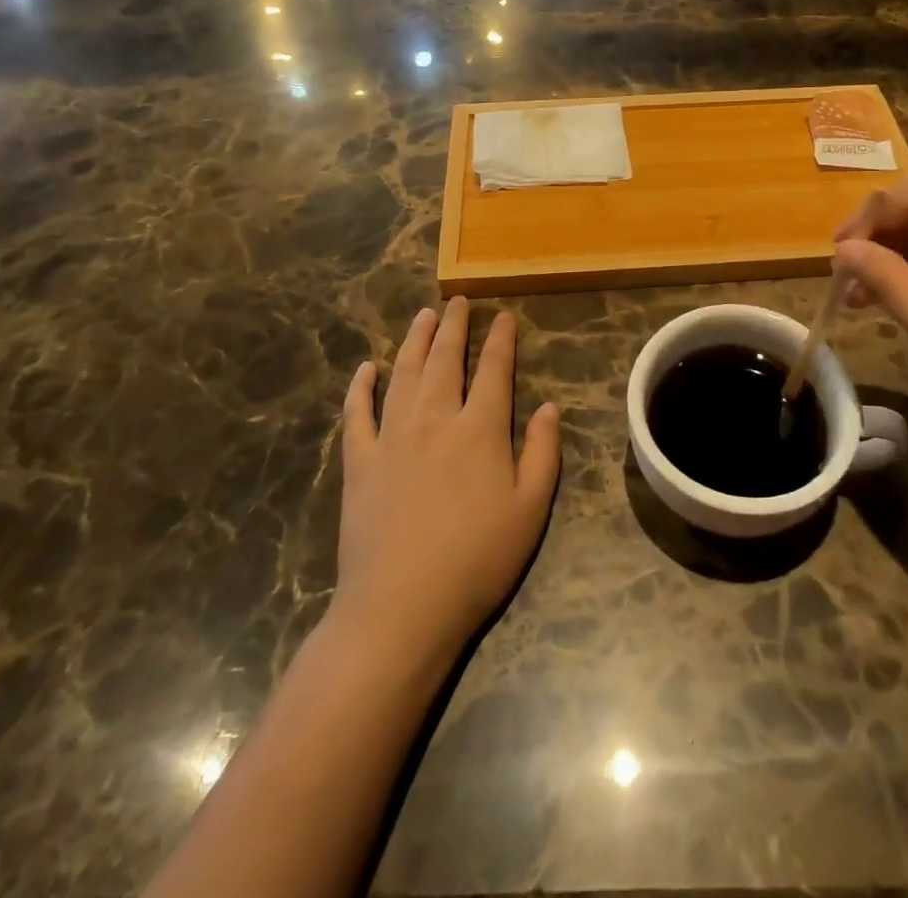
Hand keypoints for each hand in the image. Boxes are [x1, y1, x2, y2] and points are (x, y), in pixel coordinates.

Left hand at [336, 299, 561, 665]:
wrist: (401, 606)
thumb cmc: (477, 560)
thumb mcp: (531, 509)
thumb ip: (543, 452)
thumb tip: (549, 407)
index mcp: (480, 430)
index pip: (494, 371)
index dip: (501, 340)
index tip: (503, 316)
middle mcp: (435, 420)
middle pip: (445, 361)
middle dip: (454, 327)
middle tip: (458, 301)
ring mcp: (391, 438)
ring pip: (404, 375)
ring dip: (414, 341)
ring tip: (423, 316)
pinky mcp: (359, 463)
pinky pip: (357, 413)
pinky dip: (361, 387)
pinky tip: (367, 368)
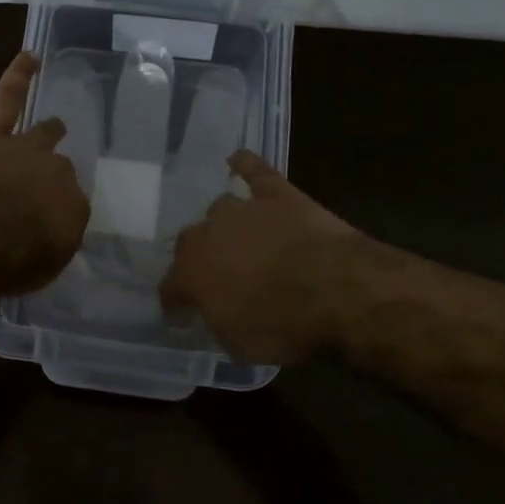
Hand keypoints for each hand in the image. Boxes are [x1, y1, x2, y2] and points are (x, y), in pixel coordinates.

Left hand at [0, 52, 89, 293]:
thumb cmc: (13, 260)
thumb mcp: (45, 265)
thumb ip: (49, 244)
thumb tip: (46, 234)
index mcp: (72, 207)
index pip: (70, 204)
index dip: (56, 211)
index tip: (45, 222)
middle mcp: (56, 173)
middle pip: (60, 168)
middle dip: (53, 175)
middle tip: (43, 186)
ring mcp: (24, 147)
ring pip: (41, 134)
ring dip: (48, 132)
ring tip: (54, 126)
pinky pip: (9, 97)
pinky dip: (19, 75)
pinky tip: (30, 58)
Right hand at [161, 151, 360, 365]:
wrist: (334, 287)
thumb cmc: (282, 325)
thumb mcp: (239, 344)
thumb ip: (218, 322)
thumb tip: (214, 313)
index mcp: (190, 273)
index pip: (170, 288)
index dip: (176, 302)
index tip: (183, 315)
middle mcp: (206, 234)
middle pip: (190, 244)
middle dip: (199, 260)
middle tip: (218, 278)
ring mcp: (242, 209)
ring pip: (220, 209)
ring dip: (225, 225)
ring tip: (239, 239)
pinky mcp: (277, 193)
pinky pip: (254, 171)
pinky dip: (246, 166)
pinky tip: (237, 160)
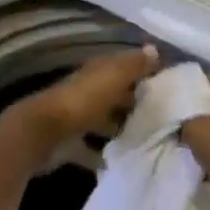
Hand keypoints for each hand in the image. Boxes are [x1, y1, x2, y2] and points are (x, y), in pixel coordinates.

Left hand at [17, 45, 159, 143]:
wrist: (43, 134)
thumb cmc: (82, 101)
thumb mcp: (113, 78)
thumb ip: (134, 65)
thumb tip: (154, 48)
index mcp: (96, 72)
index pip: (122, 65)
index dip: (142, 70)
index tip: (166, 80)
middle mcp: (86, 91)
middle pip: (113, 93)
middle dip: (134, 100)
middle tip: (164, 112)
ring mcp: (76, 118)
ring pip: (104, 119)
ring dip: (120, 126)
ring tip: (149, 137)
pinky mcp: (69, 144)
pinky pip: (91, 148)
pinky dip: (103, 153)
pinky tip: (123, 161)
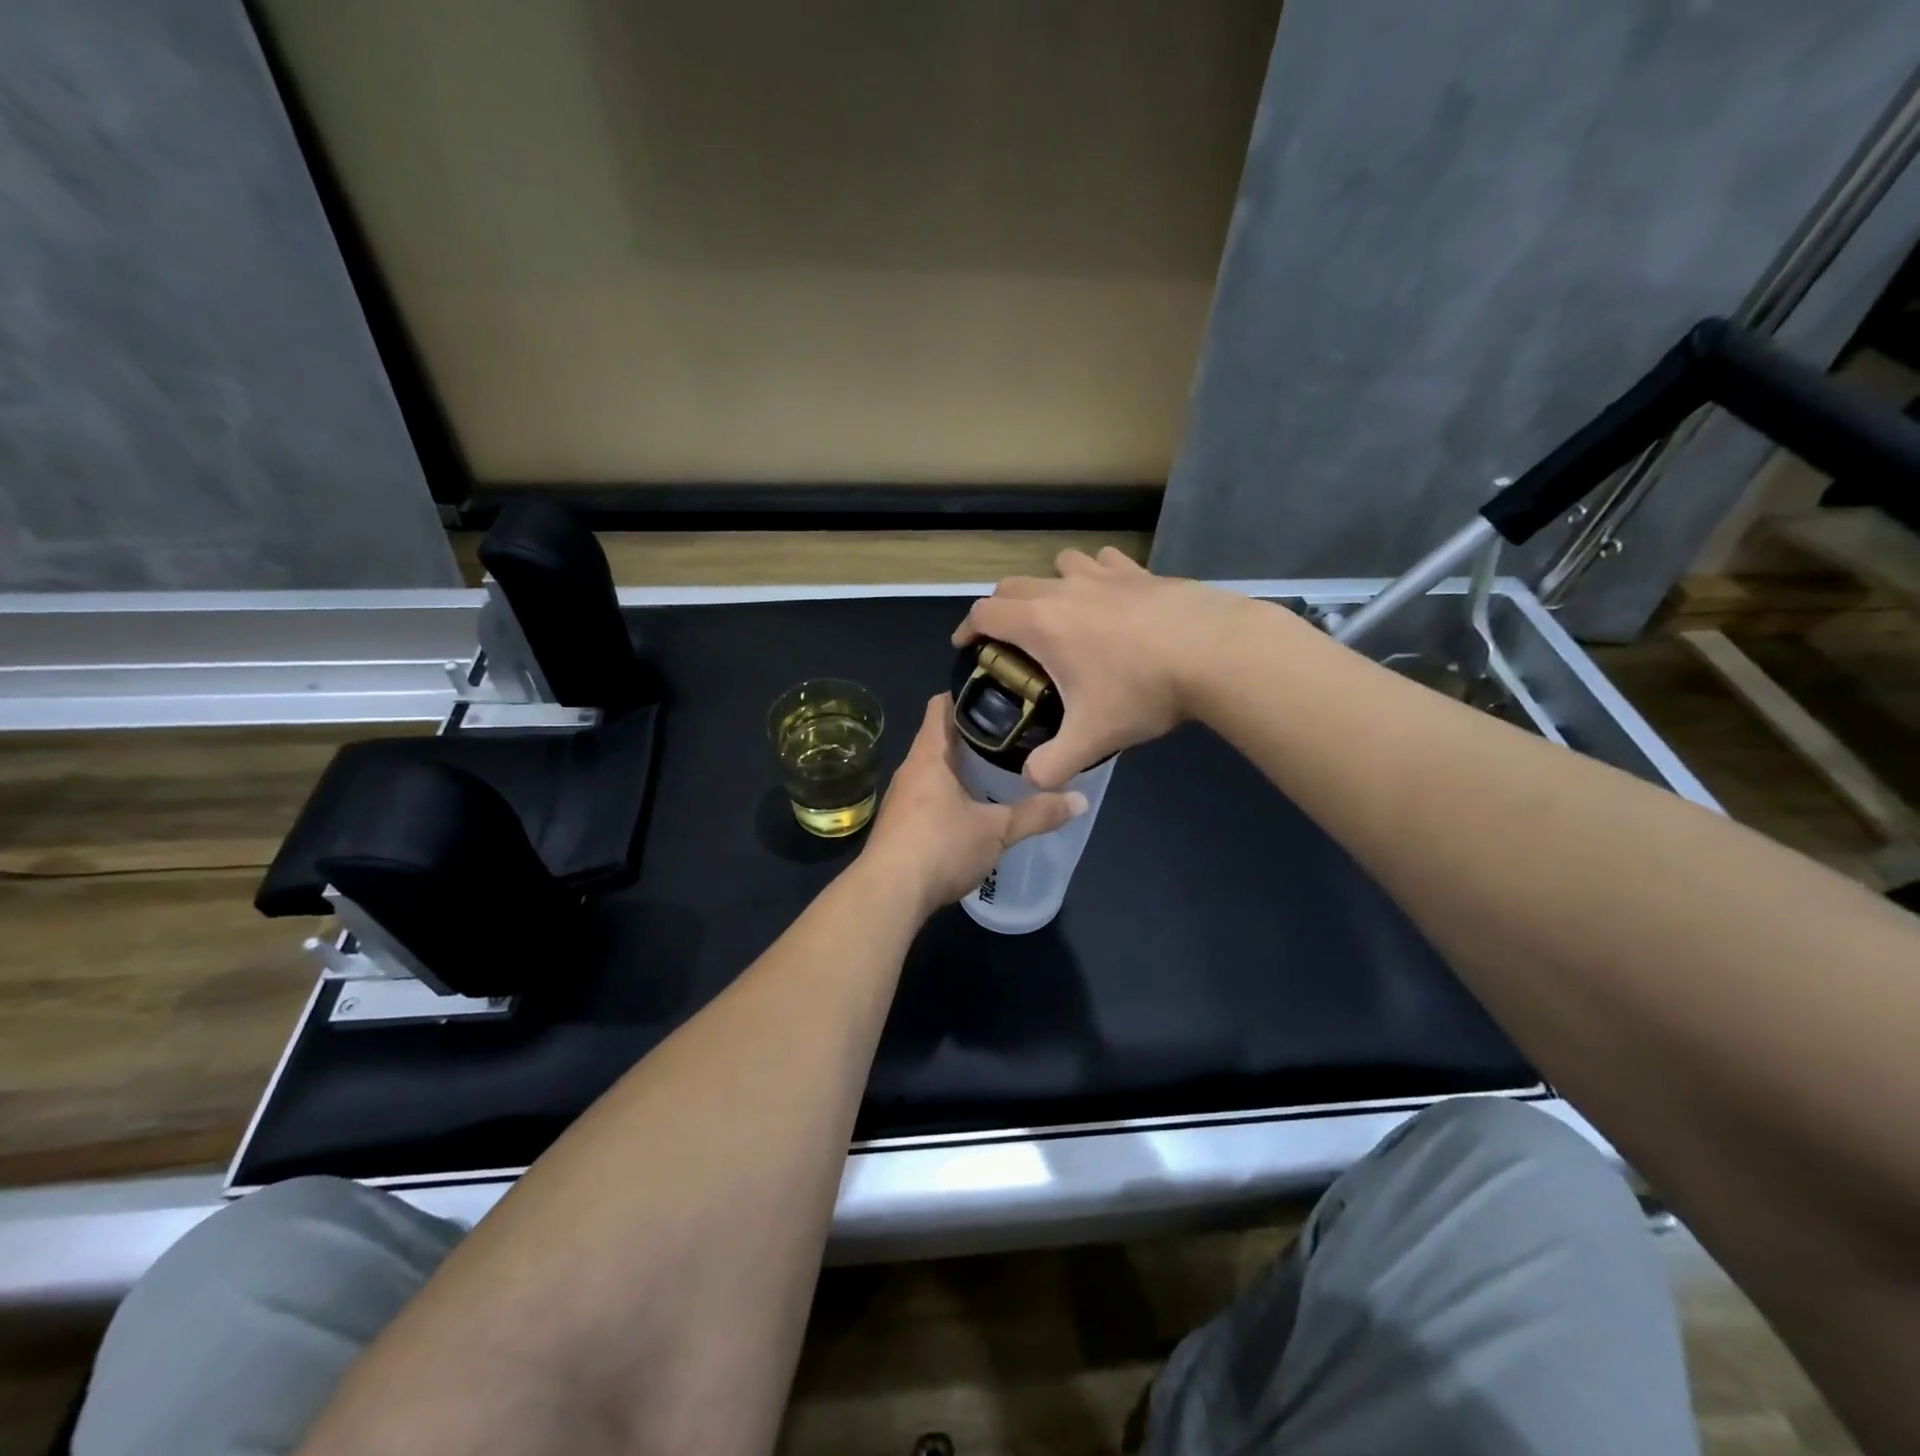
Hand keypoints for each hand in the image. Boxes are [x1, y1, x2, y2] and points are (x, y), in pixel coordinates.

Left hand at [861, 696, 1086, 916]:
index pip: (942, 705)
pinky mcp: (899, 826)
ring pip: (934, 770)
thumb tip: (1081, 800)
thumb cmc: (940, 847)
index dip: (968, 693)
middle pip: (941, 738)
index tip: (1000, 694)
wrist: (888, 895)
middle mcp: (910, 770)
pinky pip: (928, 798)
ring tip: (999, 771)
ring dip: (962, 769)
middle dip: (974, 735)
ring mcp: (900, 799)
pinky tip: (974, 811)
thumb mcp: (997, 831)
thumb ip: (1037, 814)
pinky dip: (950, 795)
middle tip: (1014, 736)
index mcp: (929, 756)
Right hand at [951, 548, 1245, 788]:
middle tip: (1008, 639)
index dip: (967, 628)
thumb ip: (1053, 765)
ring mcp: (1105, 576)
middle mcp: (1065, 590)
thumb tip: (1032, 781)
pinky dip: (1096, 576)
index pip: (985, 612)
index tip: (965, 646)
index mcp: (1041, 623)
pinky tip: (1110, 597)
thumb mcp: (1092, 738)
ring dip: (1049, 585)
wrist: (1214, 652)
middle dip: (1001, 608)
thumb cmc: (1141, 689)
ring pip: (1060, 565)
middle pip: (1014, 584)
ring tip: (1061, 614)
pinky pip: (1105, 562)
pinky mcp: (1141, 572)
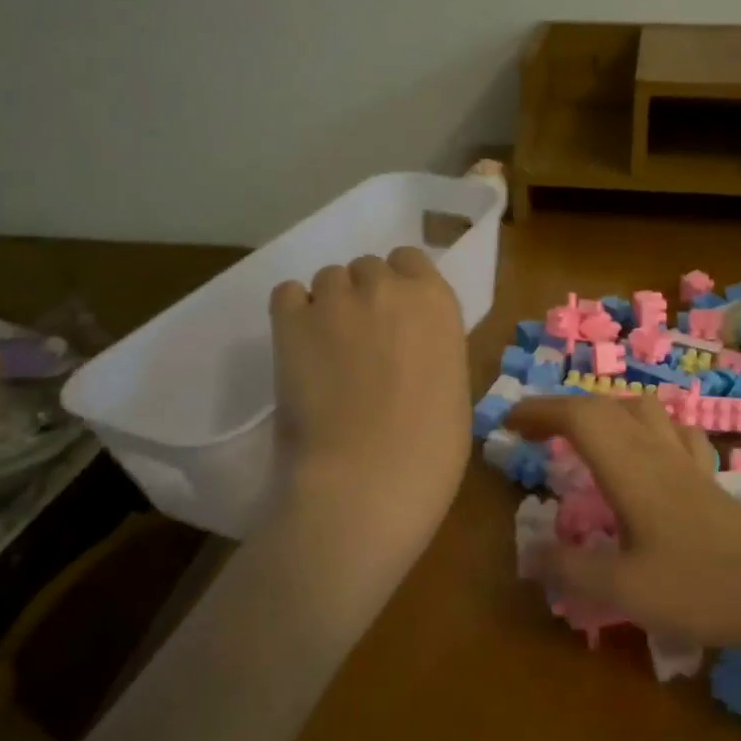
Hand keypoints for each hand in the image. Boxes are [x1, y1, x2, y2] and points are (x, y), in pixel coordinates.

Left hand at [268, 249, 470, 561]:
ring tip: (325, 352)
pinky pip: (287, 293)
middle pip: (368, 268)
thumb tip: (409, 349)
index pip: (411, 261)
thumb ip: (430, 348)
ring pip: (327, 279)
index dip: (401, 287)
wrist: (368, 479)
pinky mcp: (290, 322)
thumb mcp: (453, 386)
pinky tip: (299, 348)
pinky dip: (293, 313)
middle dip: (365, 296)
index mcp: (436, 302)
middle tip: (361, 343)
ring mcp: (336, 300)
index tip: (396, 320)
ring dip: (329, 305)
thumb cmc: (431, 449)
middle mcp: (387, 287)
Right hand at [504, 394, 740, 648]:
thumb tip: (529, 553)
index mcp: (630, 467)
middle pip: (605, 407)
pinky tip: (646, 449)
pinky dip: (646, 426)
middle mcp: (656, 451)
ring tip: (582, 434)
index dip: (539, 411)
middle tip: (532, 430)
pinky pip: (672, 431)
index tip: (508, 422)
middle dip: (562, 409)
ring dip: (604, 410)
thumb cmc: (700, 588)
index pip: (578, 416)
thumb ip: (571, 569)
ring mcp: (686, 461)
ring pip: (641, 410)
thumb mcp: (623, 590)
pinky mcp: (707, 477)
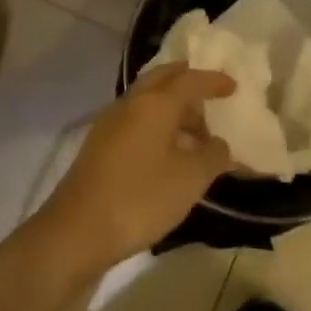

☆ ☆ ☆ ☆

Your task is to retype the listing exactly, without its pictures.

- _Reply_
Hand keypoints for each hand in the image. Boxes are [x1, y1, x2, y2] and points are (x, y), in pixel coordinates.

Left hand at [336, 299, 561, 665]:
wrist: (401, 606)
thumb cmc: (477, 560)
thumb mcp: (531, 509)
thumb ip: (543, 452)
thumb tip: (549, 407)
index mcp: (480, 430)
index pip: (494, 371)
index dip: (501, 340)
index tip: (503, 316)
middle mcp: (435, 420)
middle pip: (445, 361)
middle dip: (454, 327)
middle tip: (458, 301)
ring mcp: (391, 438)
ring pip: (404, 375)
ring dip: (414, 341)
ring tip: (423, 316)
pinky mcp: (359, 463)
pinky pip: (357, 413)
pinky dip: (361, 387)
pinky tip: (367, 368)
Hand keypoints for each hand in the image. Boxes are [x1, y1, x2, y2] and points are (x, y), in pixel coordinates.

Left hand at [0, 52, 89, 293]:
thumb cmc: (13, 260)
thumb mcp: (45, 265)
thumb ip: (49, 244)
thumb tip: (46, 234)
index mcp: (72, 207)
index pip: (70, 204)
index dip: (56, 211)
index tip: (45, 222)
middle mcp: (56, 173)
middle pip: (60, 168)
middle dip: (53, 175)
middle tip: (43, 186)
ring mcp: (24, 147)
ring pip: (41, 134)
ring dip: (48, 132)
ring tip: (54, 126)
pinky pip: (9, 97)
pinky dip: (19, 75)
pinky tip: (30, 58)
Right hand at [161, 151, 360, 365]:
wrist: (334, 287)
thumb cmc: (282, 325)
thumb mcp: (239, 344)
thumb ip: (218, 322)
thumb tip: (214, 313)
index mcp: (190, 273)
index pip: (170, 288)
index dip: (176, 302)
index tip: (183, 315)
middle mcp: (206, 234)
middle pip: (190, 244)
middle dip: (199, 260)
middle tip: (218, 278)
ring mcp: (242, 209)
ring pip: (220, 209)
ring dip: (225, 225)
ring tip: (239, 239)
pinky mcp: (277, 193)
pinky pip: (254, 171)
pinky dip: (246, 166)
pinky tip: (237, 160)
Hand keypoints for each hand in the image. Boxes are [x1, y1, x2, y2] and points are (x, y), in pixel coordinates.

Left hand at [17, 45, 159, 143]:
wrist: (43, 134)
thumb cmc: (82, 101)
thumb mcp: (113, 78)
thumb ip: (134, 65)
thumb tip: (154, 48)
index mcp: (96, 72)
index pip: (122, 65)
index dip: (142, 70)
index tip: (166, 80)
middle mcp: (86, 91)
middle pip: (113, 93)
middle dip: (134, 100)
middle tip: (164, 112)
ring mcp: (76, 118)
ring pip: (104, 119)
ring dip: (120, 126)
ring tip: (149, 137)
pinky mcp: (69, 144)
pinky pip: (91, 148)
pinky dip: (103, 153)
pinky tip: (123, 161)
Hand keypoints for each hand in the image. Boxes are [x1, y1, x2, y2] and points are (x, y), in pixel coordinates.

Left hand at [861, 696, 1086, 916]:
index pip: (942, 705)
pinky mcp: (899, 826)
ring pip: (934, 770)
thumb tip: (1081, 800)
thumb cmc: (940, 847)
index dip: (968, 693)
middle pip: (941, 738)
index tip: (1000, 694)
wrist: (888, 895)
middle mcp: (910, 770)
pinky pip: (928, 798)
ring tip: (999, 771)
ring dip: (962, 769)
middle dip: (974, 735)
ring mcp: (900, 799)
pinky tip: (974, 811)
thumb mcp: (997, 831)
thumb ip: (1037, 814)
pinky dip: (950, 795)
middle tip: (1014, 736)
index mcp: (929, 756)
Right hand at [951, 548, 1245, 788]:
middle tip: (1008, 639)
index dip: (967, 628)
thumb ip: (1053, 765)
ring mcp: (1105, 576)
middle mcp: (1065, 590)
thumb tip: (1032, 781)
pinky dip: (1096, 576)
index pip: (985, 612)
index tip: (965, 646)
index mcp: (1041, 623)
pinky tip: (1110, 597)
thumb mcp: (1092, 738)
ring dip: (1049, 585)
wrist: (1214, 652)
middle dip: (1001, 608)
thumb cmc: (1141, 689)
ring pip: (1060, 565)
middle pip: (1014, 584)
ring tip: (1061, 614)
pinky pip: (1105, 562)
pinky mcp: (1141, 572)
Hand keypoints for each hand in the image. Boxes are [x1, y1, x2, y2] and points are (x, y), in pixel coordinates.

Left hand at [268, 249, 470, 561]:
ring tip: (325, 352)
pinky pip: (287, 293)
middle pip: (368, 268)
thumb tip: (409, 349)
index pip: (411, 261)
thumb ip: (430, 348)
ring pip: (327, 279)
index dip: (401, 287)
wrist: (368, 479)
pinky mcp: (290, 322)
thumb mcp: (453, 386)
pinky tip: (299, 348)
pinky dip: (293, 313)
middle dip: (365, 296)
index mcp: (436, 302)
middle tip: (361, 343)
ring mcp: (336, 300)
index tip: (396, 320)
ring dip: (329, 305)
thumb cmc: (431, 449)
middle mcp: (387, 287)
Right hand at [504, 394, 740, 648]:
thumb tip: (529, 553)
index mcp: (630, 467)
middle pip: (605, 407)
pinky tip: (646, 449)
pinky dip: (646, 426)
middle mcp: (656, 451)
ring tip: (582, 434)
index dip: (539, 411)
middle tip: (532, 430)
pinky pip: (672, 431)
index tip: (508, 422)
middle dip: (562, 409)
ring dip: (604, 410)
thumb cmc: (700, 588)
index pip: (578, 416)
thumb ip: (571, 569)
ring mcp: (686, 461)
ring pip: (641, 410)
thumb mcp: (623, 590)
pinky mcp: (707, 477)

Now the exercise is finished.